• Task statement
What should come back is the data below, word for word, minus any picture.

• Data shown
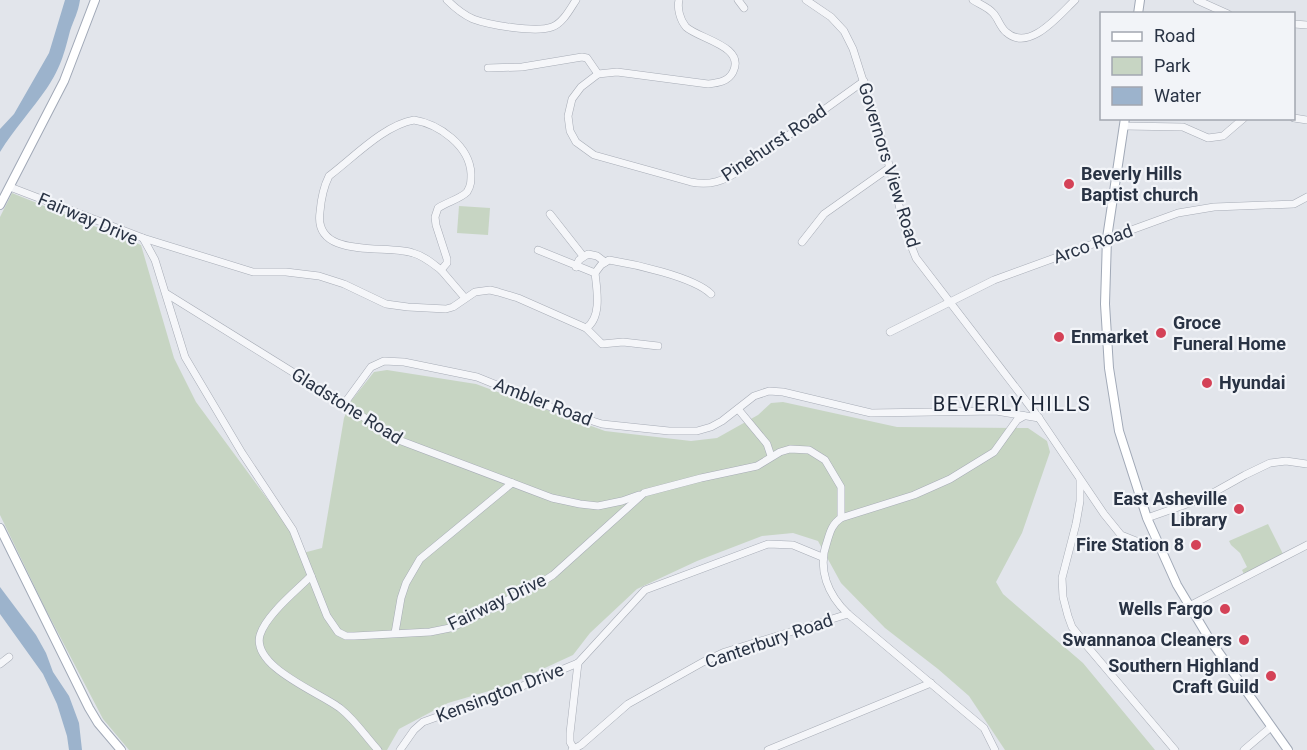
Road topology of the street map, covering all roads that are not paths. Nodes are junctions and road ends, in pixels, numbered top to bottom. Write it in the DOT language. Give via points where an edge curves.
graph roads {
  1 [pos="95,0"];
  2 [pos="447,0"];
  3 [pos="576,0"];
  4 [pos="679,0"];
  5 [pos="738,0"];
  6 [pos="806,0"];
  7 [pos="973,0"];
  8 [pos="1075,0"];
  9 [pos="1197,0"];
  10 [pos="744,8"];
  11 [pos="1224,12"];
  12 [pos="488,68"];
  13 [pos="598,74"];
  14 [pos="864,81"];
  15 [pos="1242,120"];
  16 [pos="1124,122"];
  17 [pos="890,168"];
  18 [pos="10,187"];
  19 [pos="1307,196"];
  20 [pos="0,205"];
  21 [pos="550,214"];
  22 [pos="143,238"];
  23 [pos="1107,238"];
  24 [pos="802,242"];
  25 [pos="538,250"];
  26 [pos="583,256"];
  27 [pos="605,262"];
  28 [pos="576,267"];
  29 [pos="441,270"];
  30 [pos="595,273"];
  31 [pos="167,294"];
  32 [pos="711,294"];
  33 [pos="465,298"];
  34 [pos="949,301"];
  35 [pos="586,328"];
  36 [pos="890,332"];
  37 [pos="658,346"];
  38 [pos="344,404"];
  39 [pos="738,408"];
  40 [pos="1024,416"];
  41 [pos="1039,418"];
  42 [pos="771,456"];
  43 [pos="1307,464"];
  44 [pos="1080,480"];
  45 [pos="512,483"];
  46 [pos="644,493"];
  47 [pos="841,518"];
  48 [pos="1147,518"];
  49 [pos="0,528"];
  50 [pos="1157,545"];
  51 [pos="1307,545"];
  52 [pos="822,557"];
  53 [pos="311,576"];
  54 [pos="1189,606"];
  55 [pos="848,615"];
  56 [pos="395,633"];
  57 [pos="9,657"];
  58 [pos="578,663"];
  59 [pos="0,664"];
  60 [pos="931,683"];
  61 [pos="1271,727"];
  62 [pos="121,750"];
  63 [pos="378,750"];
  64 [pos="400,750"];
  65 [pos="573,750"];
  66 [pos="768,750"];
  67 [pos="995,750"];
  68 [pos="1175,750"];
  69 [pos="1244,750"];
  70 [pos="1288,750"];
  1 -- 18 [label="main road" via="64,81"];
  2 -- 3 [label="street" via="472,19 526,29 551,27 563,19"];
  4 -- 13 [label="street" via="678,12 686,26 727,49 735,68 730,76 708,84 617,72"];
  5 -- 10 [label="street"];
  6 -- 14 [label="street, Governors View Road" via="844,31"];
  7 -- 8 [label="street" via="992,11 1006,33 1018,38 1039,33"];
  9 -- 11 [label="street"];
  12 -- 13 [label="street" via="582,57"];
  13 -- 14 [label="street, Pinehurst Road" via="580,87 572,99 568,116 576,142 594,155 701,184 726,179"];
  14 -- 17 [label="street, Governors View Road"];
  15 -- 16 [label="street" via="1223,136 1208,138 1183,127"];
  16 -- 23 [label="main road"];
  17 -- 24 [label="street" via="824,214"];
  17 -- 34 [label="street, Governors View Road" via="911,246"];
  18 -- 20 [label="main road"];
  18 -- 22 [label="street, Fairway Drive"];
  19 -- 23 [label="street, Arco Road" via="1294,204 1192,210"];
  21 -- 26 [label="street"];
  22 -- 31 [label="street, Fairway Drive"];
  22 -- 33 [label="street" via="253,272 319,276 386,304 446,309"];
  23 -- 34 [label="street, Arco Road"];
  23 -- 48 [label="main road" via="1109,368 1119,431"];
  25 -- 28 [label="street"];
  26 -- 27 [label="street" via="593,254"];
  26 -- 28 [label="street"];
  27 -- 30 [label="street"];
  27 -- 32 [label="street" via="630,263 687,280"];
  28 -- 30 [label="street"];
  29 -- 29 [label="street" via="414,253 368,250 338,242 330,239 320,226 324,186 329,176 381,135 406,121 435,126 453,140 471,168 468,190 438,208 435,217 447,259"];
  29 -- 33 [label="street"];
  30 -- 35 [label="street" via="595,312"];
  31 -- 38 [label="street, Gladstone Road"];
  31 -- 53 [label="street, Fairway Drive" via="185,357 293,530"];
  33 -- 35 [label="street" via="475,292 498,292"];
  34 -- 36 [label="street, Arco Road"];
  34 -- 41 [label="street, Governors View Road"];
  35 -- 37 [label="street" via="602,344"];
  38 -- 39 [label="street, Ambler Road" via="371,367 384,361 453,370 602,424 697,431 711,427"];
  38 -- 45 [label="street, Gladstone Road" via="396,439"];
  39 -- 40 [label="street, Ambler Road" via="754,396 783,392 871,412 996,411"];
  39 -- 42 [label="street" via="767,444"];
  40 -- 41 [label="street, Ambler Road"];
  40 -- 47 [label="street" via="994,452 950,479"];
  41 -- 44 [label="street, Governors View Road"];
  42 -- 46 [label="street, Fairway Drive" via="757,466"];
  42 -- 47 [label="street, Fairway Drive" via="799,449 825,460 841,487"];
  43 -- 48 [label="street" via="1270,463 1204,498"];
  44 -- 50 [label="street, Governors View Road" via="1121,535"];
  44 -- 68 [label="street" via="1076,524 1062,578 1068,616 1087,646"];
  45 -- 46 [label="street, Gladstone Road" via="589,506"];
  45 -- 56 [label="street" via="420,559 406,583"];
  46 -- 56 [label="street, Fairway Drive" via="567,564 539,584 450,627"];
  47 -- 52 [label="street" via="830,532"];
  48 -- 50 [label="main road"];
  49 -- 62 [label="main road" via="89,708"];
  50 -- 54 [label="main road"];
  51 -- 54 [label="street"];
  52 -- 55 [label="street" via="826,583"];
  52 -- 58 [label="street, Kensington Drive" via="793,545 768,544 645,590"];
  53 -- 56 [label="street, Fairway Drive" via="338,632 354,636"];
  53 -- 63 [label="street" via="270,618 260,636 261,653 279,671 342,709"];
  54 -- 61 [label="main road"];
  55 -- 60 [label="street"];
  55 -- 65 [label="street, Canterbury Road" via="704,662 628,704"];
  57 -- 59 [label="street"];
  58 -- 64 [label="street, Kensington Drive" via="423,722"];
  58 -- 65 [label="street" via="570,733"];
  60 -- 66 [label="street"];
  60 -- 67 [label="street" via="984,728"];
  61 -- 69 [label="street"];
  61 -- 70 [label="main road"];
}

• Answer to this problem
Road topology of the street map, covering all roads that are not paths. Nodes are junctions and road ends, in pixels, numbered top to bottom. Write it in the DOT language. Give via points where an edge curves.
graph roads {
  1 [pos="95,0"];
  2 [pos="447,0"];
  3 [pos="576,0"];
  4 [pos="679,0"];
  5 [pos="738,0"];
  6 [pos="806,0"];
  7 [pos="973,0"];
  8 [pos="1075,0"];
  9 [pos="1197,0"];
  10 [pos="744,8"];
  11 [pos="1224,12"];
  12 [pos="488,68"];
  13 [pos="598,74"];
  14 [pos="864,81"];
  15 [pos="1242,120"];
  16 [pos="1124,122"];
  17 [pos="890,168"];
  18 [pos="10,187"];
  19 [pos="1307,196"];
  20 [pos="0,205"];
  21 [pos="550,214"];
  22 [pos="143,238"];
  23 [pos="1107,238"];
  24 [pos="802,242"];
  25 [pos="538,250"];
  26 [pos="583,256"];
  27 [pos="605,262"];
  28 [pos="576,267"];
  29 [pos="441,270"];
  30 [pos="595,273"];
  31 [pos="167,294"];
  32 [pos="711,294"];
  33 [pos="465,298"];
  34 [pos="949,301"];
  35 [pos="586,328"];
  36 [pos="890,332"];
  37 [pos="658,346"];
  38 [pos="344,404"];
  39 [pos="738,408"];
  40 [pos="1024,416"];
  41 [pos="1039,418"];
  42 [pos="771,456"];
  43 [pos="1307,464"];
  44 [pos="1080,480"];
  45 [pos="512,483"];
  46 [pos="644,493"];
  47 [pos="841,518"];
  48 [pos="1147,518"];
  49 [pos="0,528"];
  50 [pos="1157,545"];
  51 [pos="1307,545"];
  52 [pos="822,557"];
  53 [pos="311,576"];
  54 [pos="1189,606"];
  55 [pos="848,615"];
  56 [pos="395,633"];
  57 [pos="9,657"];
  58 [pos="578,663"];
  59 [pos="0,664"];
  60 [pos="931,683"];
  61 [pos="1271,727"];
  62 [pos="121,750"];
  63 [pos="378,750"];
  64 [pos="400,750"];
  65 [pos="573,750"];
  66 [pos="768,750"];
  67 [pos="995,750"];
  68 [pos="1175,750"];
  69 [pos="1244,750"];
  70 [pos="1288,750"];
  1 -- 18 [label="main road" via="64,81"];
  2 -- 3 [label="street" via="472,19 526,29 551,27 563,19"];
  4 -- 13 [label="street" via="678,12 686,26 727,49 735,68 730,76 708,84 617,72"];
  5 -- 10 [label="street"];
  6 -- 14 [label="street, Governors View Road" via="844,31"];
  7 -- 8 [label="street" via="992,11 1006,33 1018,38 1039,33"];
  9 -- 11 [label="street"];
  12 -- 13 [label="street" via="582,57"];
  13 -- 14 [label="street, Pinehurst Road" via="580,87 572,99 568,116 576,142 594,155 701,184 726,179"];
  14 -- 17 [label="street, Governors View Road"];
  15 -- 16 [label="street" via="1223,136 1208,138 1183,127"];
  16 -- 23 [label="main road"];
  17 -- 24 [label="street" via="824,214"];
  17 -- 34 [label="street, Governors View Road" via="911,246"];
  18 -- 20 [label="main road"];
  18 -- 22 [label="street, Fairway Drive"];
  19 -- 23 [label="street, Arco Road" via="1294,204 1192,210"];
  21 -- 26 [label="street"];
  22 -- 31 [label="street, Fairway Drive"];
  22 -- 33 [label="street" via="253,272 319,276 386,304 446,309"];
  23 -- 34 [label="street, Arco Road"];
  23 -- 48 [label="main road" via="1109,368 1119,431"];
  25 -- 28 [label="street"];
  26 -- 27 [label="street" via="593,254"];
  26 -- 28 [label="street"];
  27 -- 30 [label="street"];
  27 -- 32 [label="street" via="630,263 687,280"];
  28 -- 30 [label="street"];
  29 -- 29 [label="street" via="414,253 368,250 338,242 330,239 320,226 324,186 329,176 381,135 406,121 435,126 453,140 471,168 468,190 438,208 435,217 447,259"];
  29 -- 33 [label="street"];
  30 -- 35 [label="street" via="595,312"];
  31 -- 38 [label="street, Gladstone Road"];
  31 -- 53 [label="street, Fairway Drive" via="185,357 293,530"];
  33 -- 35 [label="street" via="475,292 498,292"];
  34 -- 36 [label="street, Arco Road"];
  34 -- 41 [label="street, Governors View Road"];
  35 -- 37 [label="street" via="602,344"];
  38 -- 39 [label="street, Ambler Road" via="371,367 384,361 453,370 602,424 697,431 711,427"];
  38 -- 45 [label="street, Gladstone Road" via="396,439"];
  39 -- 40 [label="street, Ambler Road" via="754,396 783,392 871,412 996,411"];
  39 -- 42 [label="street" via="767,444"];
  40 -- 41 [label="street, Ambler Road"];
  40 -- 47 [label="street" via="994,452 950,479"];
  41 -- 44 [label="street, Governors View Road"];
  42 -- 46 [label="street, Fairway Drive" via="757,466"];
  42 -- 47 [label="street, Fairway Drive" via="799,449 825,460 841,487"];
  43 -- 48 [label="street" via="1270,463 1204,498"];
  44 -- 50 [label="street, Governors View Road" via="1121,535"];
  44 -- 68 [label="street" via="1076,524 1062,578 1068,616 1087,646"];
  45 -- 46 [label="street, Gladstone Road" via="589,506"];
  45 -- 56 [label="street" via="420,559 406,583"];
  46 -- 56 [label="street, Fairway Drive" via="567,564 539,584 450,627"];
  47 -- 52 [label="street" via="830,532"];
  48 -- 50 [label="main road"];
  49 -- 62 [label="main road" via="89,708"];
  50 -- 54 [label="main road"];
  51 -- 54 [label="street"];
  52 -- 55 [label="street" via="826,583"];
  52 -- 58 [label="street, Kensington Drive" via="793,545 768,544 645,590"];
  53 -- 56 [label="street, Fairway Drive" via="338,632 354,636"];
  53 -- 63 [label="street" via="270,618 260,636 261,653 279,671 342,709"];
  54 -- 61 [label="main road"];
  55 -- 60 [label="street"];
  55 -- 65 [label="street, Canterbury Road" via="704,662 628,704"];
  57 -- 59 [label="street"];
  58 -- 64 [label="street, Kensington Drive" via="423,722"];
  58 -- 65 [label="street" via="570,733"];
  60 -- 66 [label="street"];
  60 -- 67 [label="street" via="984,728"];
  61 -- 69 [label="street"];
  61 -- 70 [label="main road"];
}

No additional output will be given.